付き添いがあれば、普段の学校生活と同じ支援ができるので、大きな問題も起こらないと考えられます。
言葉が悪くなりますが、その子一人でできないような職場でも体験できます。
それが、その生徒にとっては、大切な経験であると、付き添いをしながら思いました。
ただ、これは、そういう付き添いを付ける人的余裕がある場合のみ可能なことです。
付き添いがない場合、その生徒のフォローを、事業所の方や一緒に行く通常の学級の生徒に求めることになってしまいます。
以前、事業所の方から、困るという話をうけ、生徒とじっくり話して、何とか過ごしたことがありましたが、これは問題ですね。
仕事を大胆に二つに分けると、
○言われたことだけやればいい仕事
○自分で考えなければならない仕事
に分けられるように思います。
言われたことだけやればいい仕事。
例えば、ネジを5個ずつ袋詰めするとか、紙袋を組み立てるとか。
こういう仕事をするためには、飽きずに継続して働けることが必要です。
授業中、ひたすら課題に取り組める子なら大丈夫でしょうが、すぐ課題を放り出してしまう子は、難しいかもしれません。
通常の学級の生徒なら、事業所の方の前でさぼることは、あまりないと思いますが、特別支援学級の生徒はそういかないかもしれません。
自分で考えなければならない仕事。
スーパーの店員なら、初めて見る店内を、自分で汚れを探して掃除しなくてはいけないし、自分で陳列を見て、必要な商品を補充しなくてはならない。
保育園や幼稚園なら、園児たちに合わせて遊ばなければならない。
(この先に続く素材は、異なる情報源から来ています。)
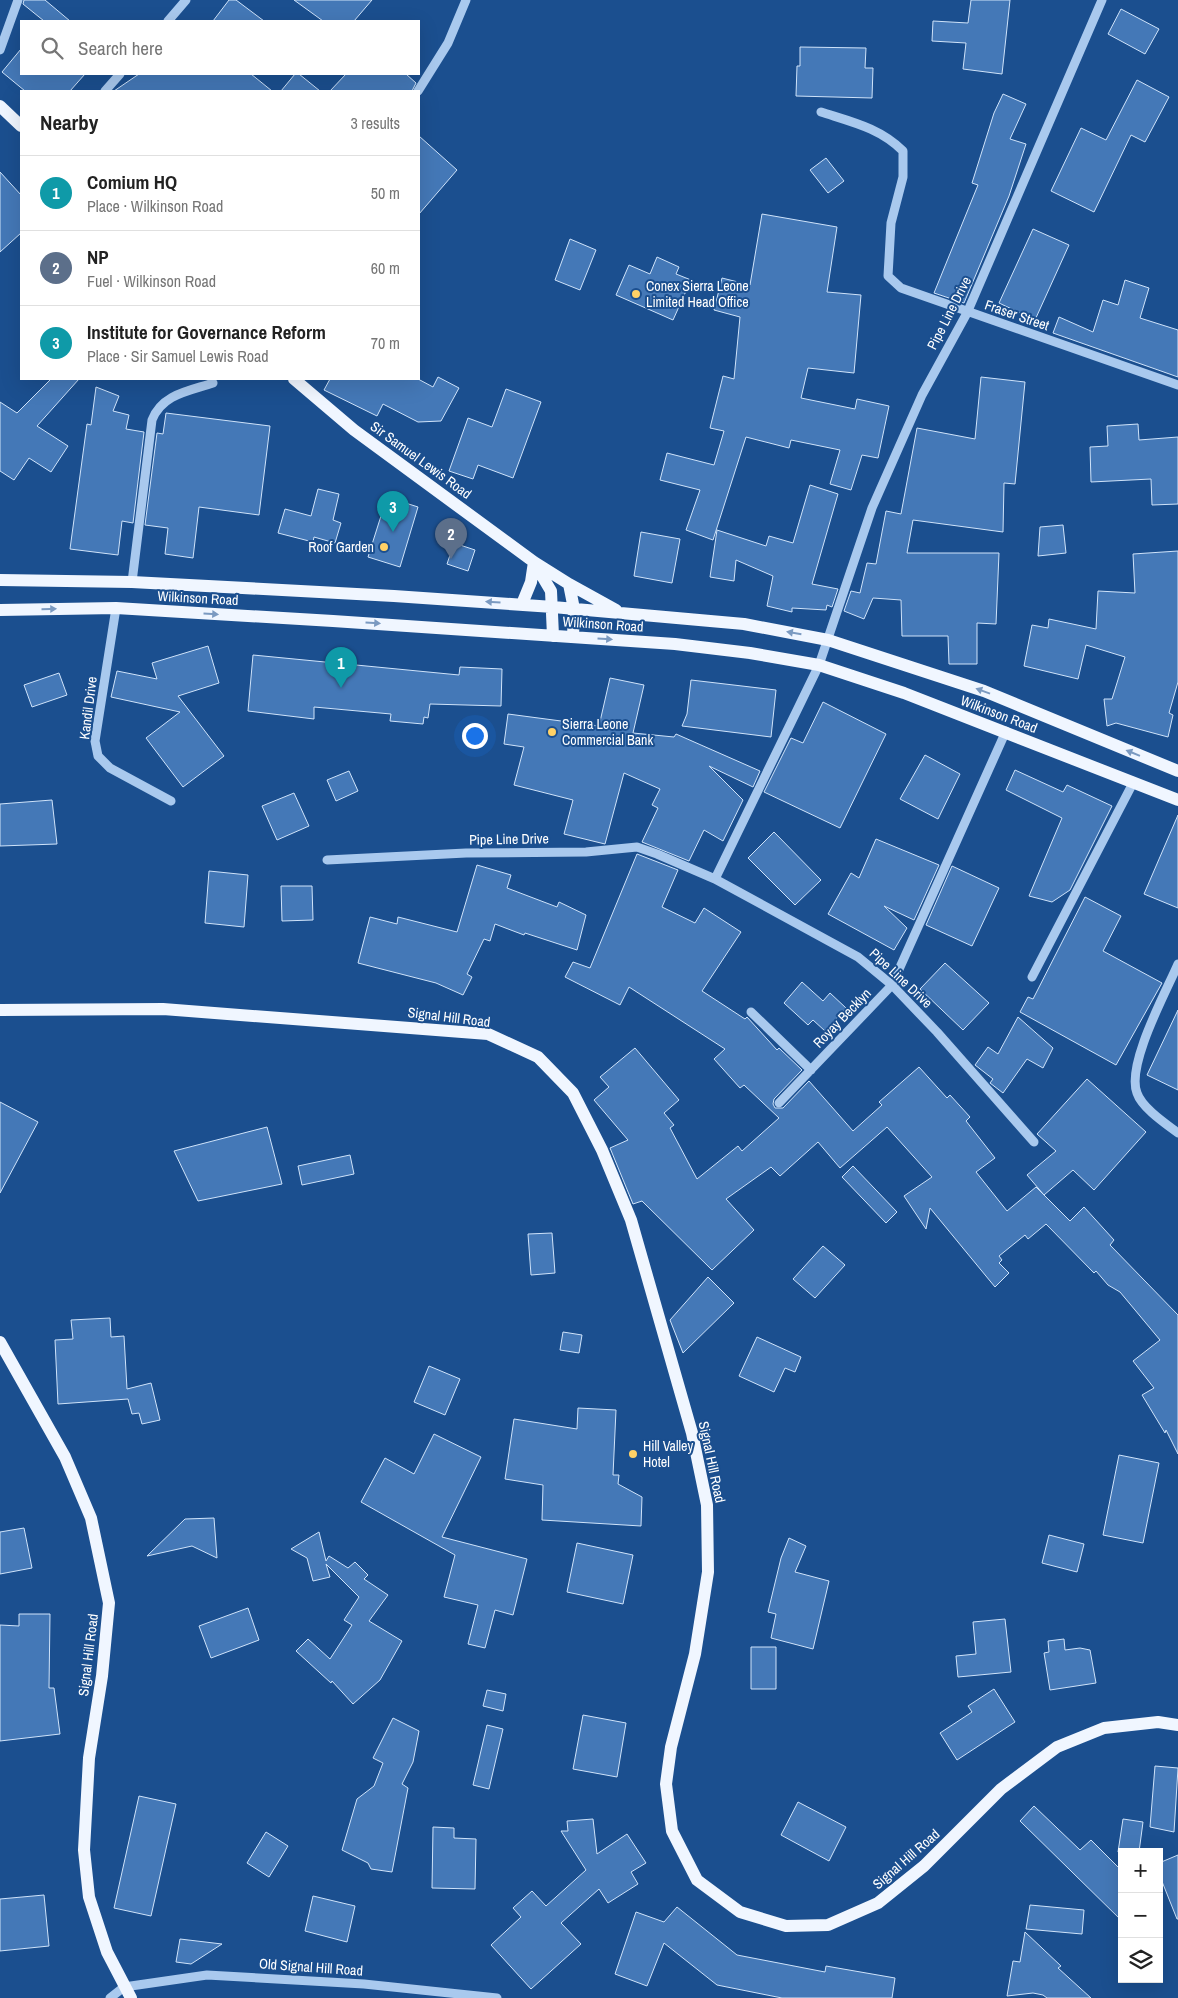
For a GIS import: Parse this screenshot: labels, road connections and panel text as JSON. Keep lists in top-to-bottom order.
{
  "streets": {
    "main road": ["Sir Samuel Lewis Road", "Wilkinson Road", "Signal Hill Road"],
    "street": [
      "Pipe Line Drive",
      "Fraser Street",
      "Kandil Drive",
      "Royay Becklyn",
      "Old Signal Hill Road"
    ]
  },
  "crossings": [
    ["Pipe Line Drive", "Fraser Street"],
    ["Pipe Line Drive", "Wilkinson Road"],
    ["Pipe Line Drive", "Royay Becklyn"],
    ["Sir Samuel Lewis Road", "Wilkinson Road"],
    ["Wilkinson Road", "Kandil Drive"],
    ["Wilkinson Road", "Royay Becklyn"],
    ["Signal Hill Road", "Old Signal Hill Road"]
  ],
  "places": [
    "Conex Sierra Leone Limited Head Office",
    "Roof Garden",
    "Sierra Leone Commercial Bank",
    "Hill Valley Hotel"
  ],
  "page": {
    "search": "Search here",
    "heading": ["Nearby", "3 results"],
    "list": [
      {
        "mark": "1",
        "name": "Comium HQ",
        "note": "Place · Wilkinson Road",
        "value": "50 m"
      },
      {
        "mark": "2",
        "name": "NP",
        "note": "Fuel · Wilkinson Road",
        "value": "60 m"
      },
      {
        "mark": "3",
        "name": "Institute for Governance Reform",
        "note": "Place · Sir Samuel Lewis Road",
        "value": "70 m"
      }
    ],
    "pins": ["3", "2", "1"],
    "map_buttons": ["+", "−"]
  }
}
園児は、常に実習生に優しいとは限らないし、トラブルも発生するかもしれない。
臨機応変に対応するのは、通常の学級の中学生でも難しいかもしれません。そうすると、特別支援学級の生徒にとっては、大変大きなハードルになると思います。
しかも、職場体験の実習先は、言われたことだけやればいい仕事より、自分で考えなければならない仕事の方が、圧倒的に多いのではないでしょうか。
そう考えると、職場体験学習への参加は、特別支援学級の生徒にとって、充分事前に考えた上で取り組まなければならないことだと言えると思います。
勤務する学校でも、職場体験学習を行いました。
保育園では、言葉や態度など、園児の見本にならないような行為をしてしまう生徒がいました。
福祉作業所では、長い時間ではないのですが、途中で飽きてしまった生徒がいました。
今後の職場体験学習のあり方について、考えさせられました。